Chilean play-by-play commentator

Claudio Rodrigo Palma Barrueto (born 1 June 1969) is a Chilean play-by-play commentator.

He has related the most important Chilean football matches for various television and radio networks, including Canal del Fútbol (CDF; 2003–2014/2018–present), Canal 13 (2011–2018), Fox Sports Chile (2014-2018), ADN Radio Chile (2008–2010/2020) and Chilevisión (2018–present).

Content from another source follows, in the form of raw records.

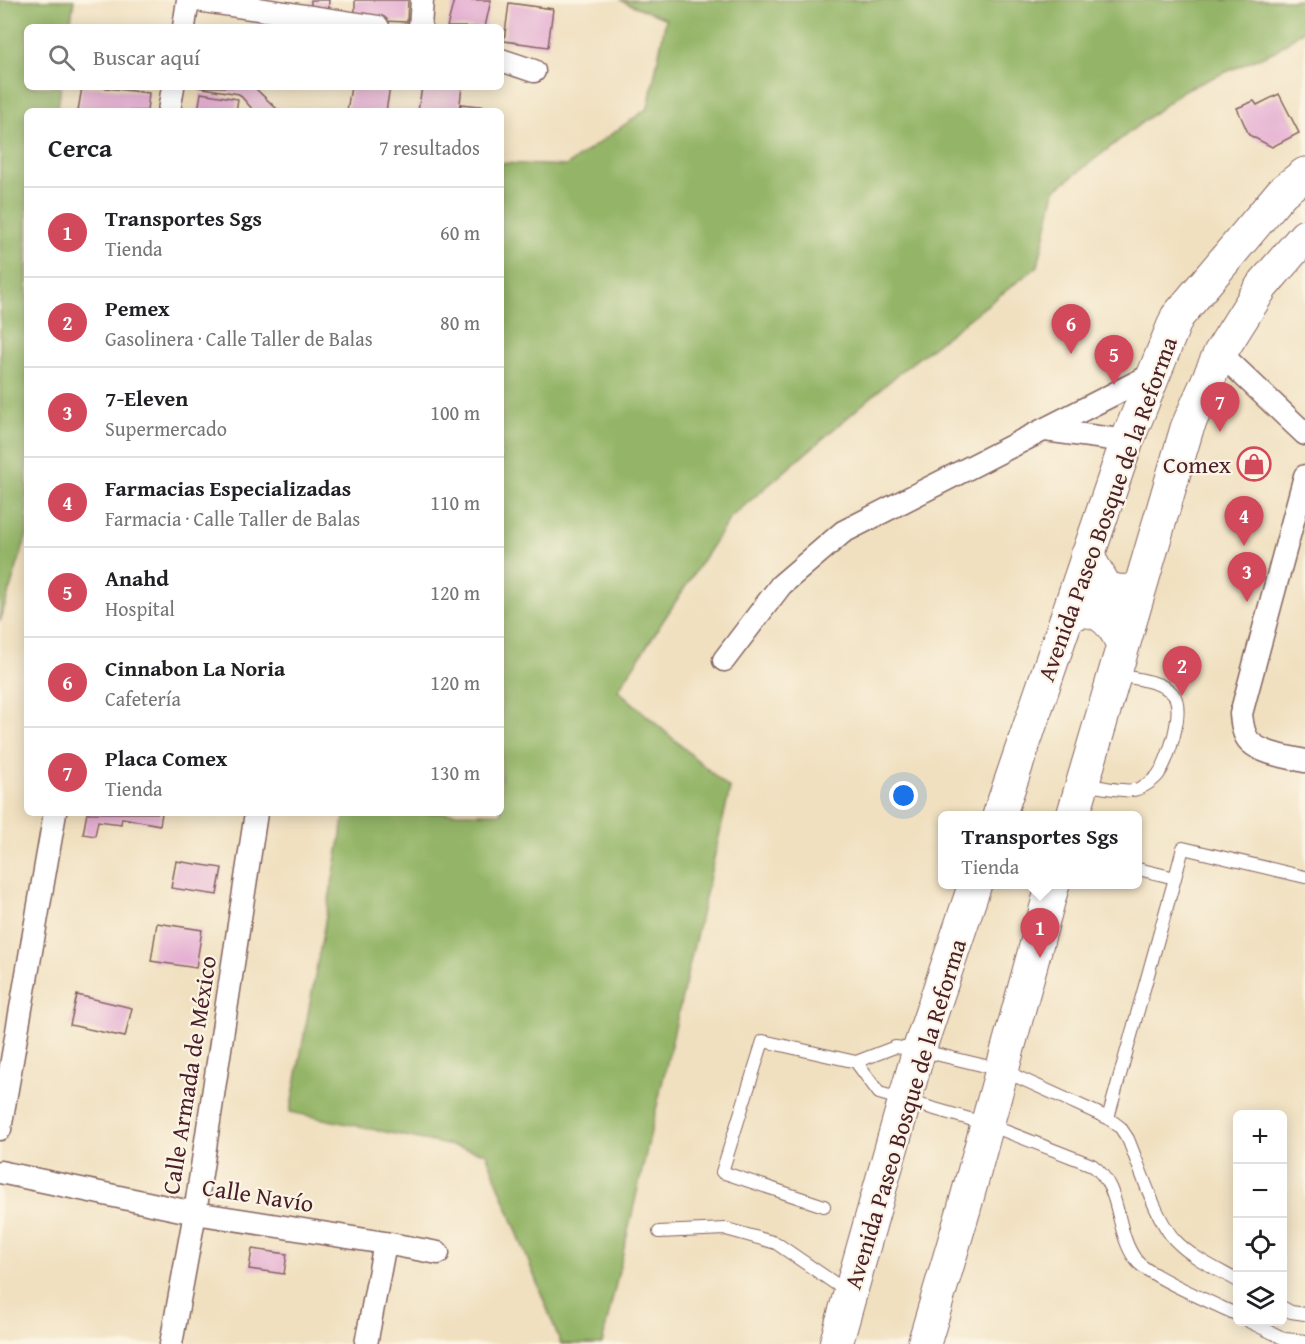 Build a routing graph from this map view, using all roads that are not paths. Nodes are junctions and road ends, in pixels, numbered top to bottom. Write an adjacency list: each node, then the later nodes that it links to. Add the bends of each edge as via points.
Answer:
1 (188, 0): 4 (street)
2 (197, 0): 5 (street)
3 (423, 0): 6 (street)
4 (184, 24)
5 (358, 24)
6 (420, 24)
7 (504, 61): 8 (street)
8 (534, 71)
9 (174, 90): 10 (street)
10 (170, 108)
11 (1305, 174): 14 (main road, Avenida Paseo Bosque de la Reforma, via 1282,192 1178,317)
12 (1305, 236): 13 (main road, Avenida Paseo Bosque de la Reforma, via 1262,286)
13 (1220, 353): 16 (street); 20 (main road, Avenida Paseo Bosque de la Reforma, via 1188,428)
14 (1155, 373): 15 (street); 17 (main road, Avenida Paseo Bosque de la Reforma)
15 (1045, 430): 17 (street); 23 (street, via 843,532 781,585)
16 (1305, 434)
17 (1127, 441): 19 (main road, Avenida Paseo Bosque de la Reforma)
18 (1305, 476): 25 (street, via 1241,714 1249,741 1261,749)
19 (1087, 556): 20 (main road, via 1106,588); 21 (main road, Avenida Paseo Bosque de la Reforma)
20 (1138, 592): 22 (main road, Avenida Paseo Bosque de la Reforma)
21 (1067, 617): 22 (main road, via 1078,610 1103,616 1116,628); 27 (main road, Avenida Paseo Bosque de la Reforma)
22 (1122, 643): 24 (main road, Avenida Paseo Bosque de la Reforma)
23 (724, 660)
24 (1116, 675): 26 (main road, Avenida Paseo Bosque de la Reforma); 26 (lane, via 1150,680 1173,694 1179,708 1166,758 1156,777 1134,790)
25 (1305, 761)
26 (1082, 784): 28 (main road, Avenida Paseo Bosque de la Reforma)
27 (1001, 811)
28 (1074, 811)
29 (54, 816): 42 (street)
30 (256, 816): 45 (street, Calle Armada de México)
31 (1142, 870): 33 (lane)
32 (1305, 877): 33 (lane, via 1183,848)
33 (1175, 879): 40 (lane)
34 (974, 889): 36 (main road, Avenida Paseo Bosque de la Reforma)
35 (1052, 889): 38 (main road)
36 (919, 1050): 37 (lane, via 895,1047); 38 (lane); 39 (main road, Avenida Paseo Bosque de la Reforma)
37 (856, 1062): 39 (lane, via 879,1093); 44 (lane, via 763,1041 722,1172)
38 (1002, 1070): 40 (lane); 41 (main road)
39 (904, 1101): 41 (lane); 50 (main road, Avenida Paseo Bosque de la Reforma)
40 (1108, 1118): 49 (lane, via 1128,1139 1173,1239)
41 (987, 1124): 52 (lane, via 1102,1173 1136,1262); 59 (main road)
42 (0, 1129)
43 (0, 1172): 45 (street, Calle Navío)
44 (824, 1206)
45 (195, 1213): 47 (street, Calle Navío); 56 (street, Calle Armada de México)
46 (659, 1232): 50 (lane, via 726,1229 776,1243)
47 (385, 1243): 48 (street, Calle Navío); 57 (street)
48 (438, 1253)
49 (1233, 1278)
50 (850, 1294): 58 (main road, Avenida Paseo Bosque de la Reforma)
51 (1287, 1310): 53 (lane)
52 (1233, 1314)
53 (1305, 1314)
54 (1258, 1326): 55 (lane, via 1285,1339)
55 (1305, 1341)
56 (171, 1344)
57 (366, 1344)
58 (836, 1344)
59 (924, 1344)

In 2010, he worked as play-by-play commentator for DirecTV Sports during the 2010 FIFA World Cup in South Africa alongside former footballer Sebastián Rozental, who accompanied him as color commentator.

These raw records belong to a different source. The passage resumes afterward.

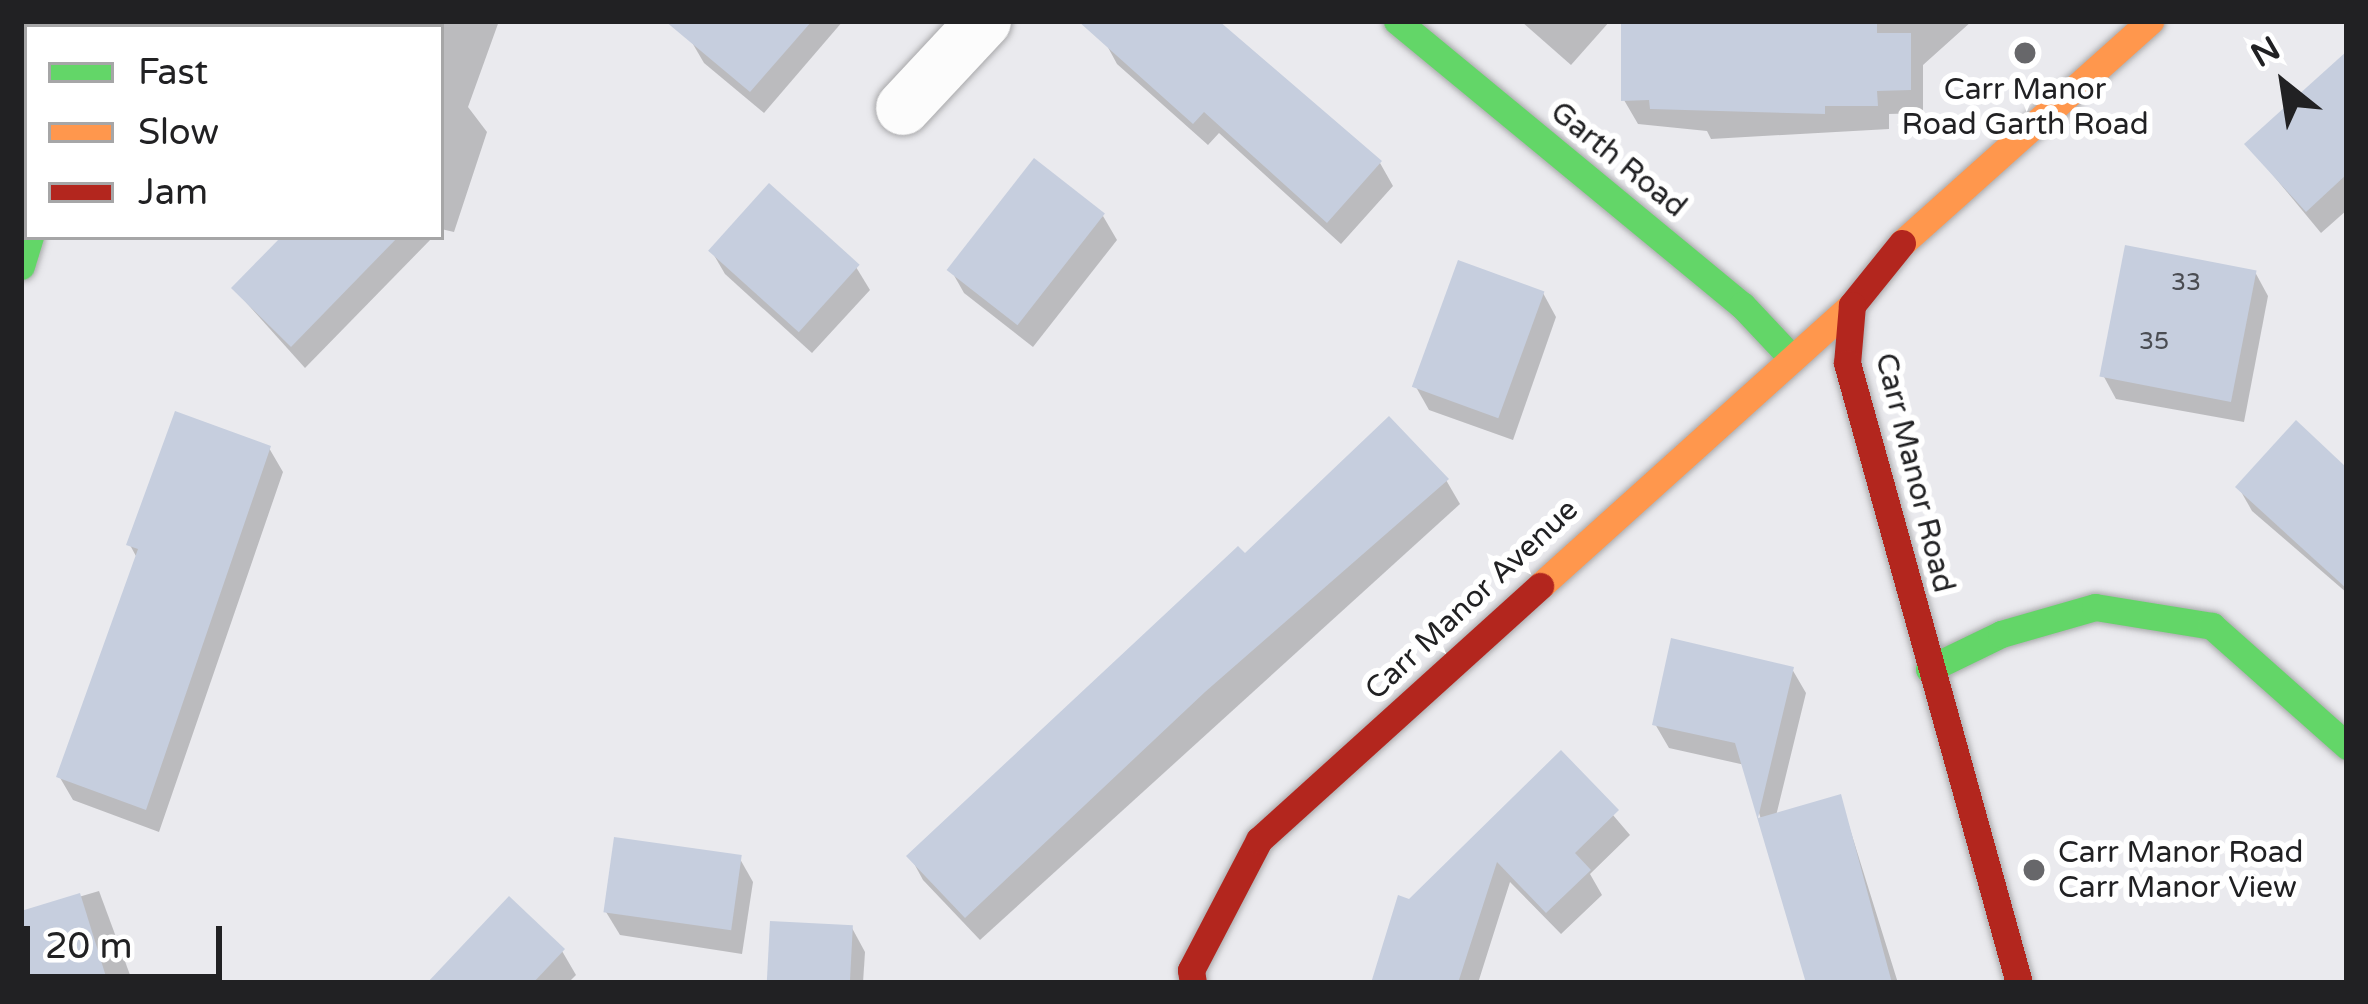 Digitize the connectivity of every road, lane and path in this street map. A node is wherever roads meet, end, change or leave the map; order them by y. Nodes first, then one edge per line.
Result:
1 (983, 21) edge
2 (1396, 21) edge
3 (2150, 21) edge
4 (903, 108) dead end
5 (1852, 304) junction
6 (1791, 357) junction
7 (1930, 669) junction
8 (2347, 746) edge
9 (1193, 983) edge
10 (2019, 983) edge

1 - 4 street
2 - 6 street, Garth Road
3 - 5 street
5 - 6 street, Carr Manor Avenue
5 - 7 street, Carr Manor Road
6 - 9 street, Carr Manor Avenue
7 - 8 street
7 - 10 street, Carr Manor Road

Palma is considered one of the best play-by-play commentators in Chilean sports history and he has the particularity of being known thanks to Pro Evolution Soccer 6 patches: piracy's version which simulated Primera División de Chile footballers and matches instead of other European leagues.

==Biography==
===Beginnings: 1989–2003===
He began his career in late 1980s on Radio AM Yungay in a program directed by Santiago Chavarría that broadcast amateur football. Later, he moved to Radio Santiago and then to Radio Portales. In this last station, he met Eduardo Bonvallet, who, upon taking over as «Más Deporte» director on Radio Nacional de Chile, decided to take him to that station.

In 1996, he made his debut on television in La Red, private channel where he narrated matches of the Chile national football team team road to 1998 FIFA World Cup. In these broadcastings he was accompanied by Bonvallet.

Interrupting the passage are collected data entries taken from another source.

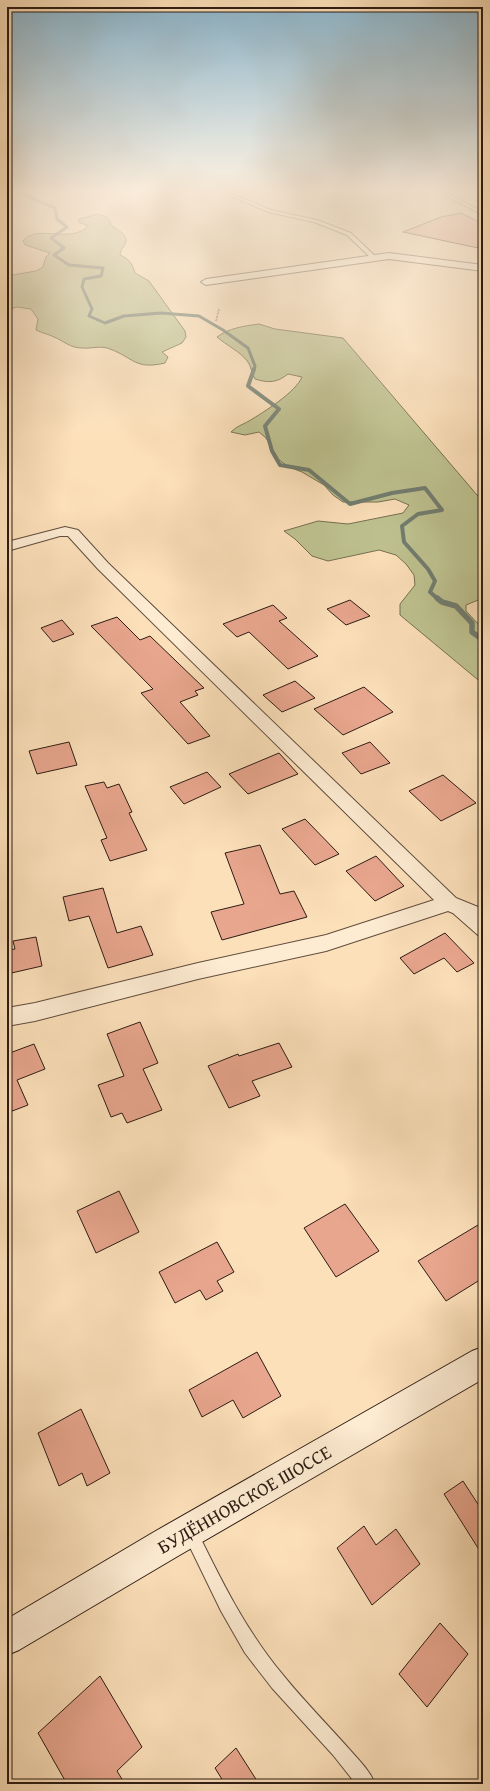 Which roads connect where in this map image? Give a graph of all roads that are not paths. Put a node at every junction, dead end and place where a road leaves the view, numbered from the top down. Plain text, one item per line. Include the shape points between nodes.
1 (242, 277) edge
2 (206, 282) dead end
3 (7, 547) edge
4 (448, 903) junction
5 (483, 918) edge
6 (483, 933) edge
7 (7, 1017) edge
8 (483, 1362) edge
9 (189, 1531) junction
10 (7, 1638) edge
11 (367, 1784) edge

1 - 2 street
3 - 4 street via 58,532 73,534
4 - 5 street
4 - 6 lane
4 - 7 street via 326,942
8 - 9 main road, БУДЁННОВСКОЕ ШОССЕ
9 - 10 main road, БУДЁННОВСКОЕ ШОССЕ
9 - 11 lane via 217,1590 251,1647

After narrating on La Red, he joined Sky Sports (which in that time it had broadcasting rights of Chilean soccer) and was the second commentator of "La Clave del Deporte" in Radio La Clave behind Carlos Alberto Campusano.

===Rising in CDF: 2003–2014===
In 2003, Palma arrived as commentator during Canal del Fútbol (CDF) foundation. In that channel, he gradually began to consecrate after narrating the most part of games of Chile's three popular teams: Colo-Colo, Universidad de Chile and Universidad Católica.

In 2006, he was hired by Megavisión to narrate 2006 FIFA World Cup matches.

===Return to CDF: 2018–2021===
On August 13, 2018, he left Canal 13 and it was announced —through a letter of Chilevisión— his arrival to sports area of the aforementioned channel with the goal to narrate Chilean football team matches (official and exhibition games) in tournaments like 2019 Copa América or, hypothetically, the 2022 FIFA World Cup.

In 2019, he came back to CDF after five years of his first departure. That return it was possible due to the purchase of CDF by WarnerMedia, controller firm of Chilevisión. In 2020, he also returned to ADN Deportes to narrate Chilean clubs matches in 2020 Copa Libertadores.

===TNT Sports: 2021–present===
In January 2021, CDF announced its end through its change of name to TNT Sports.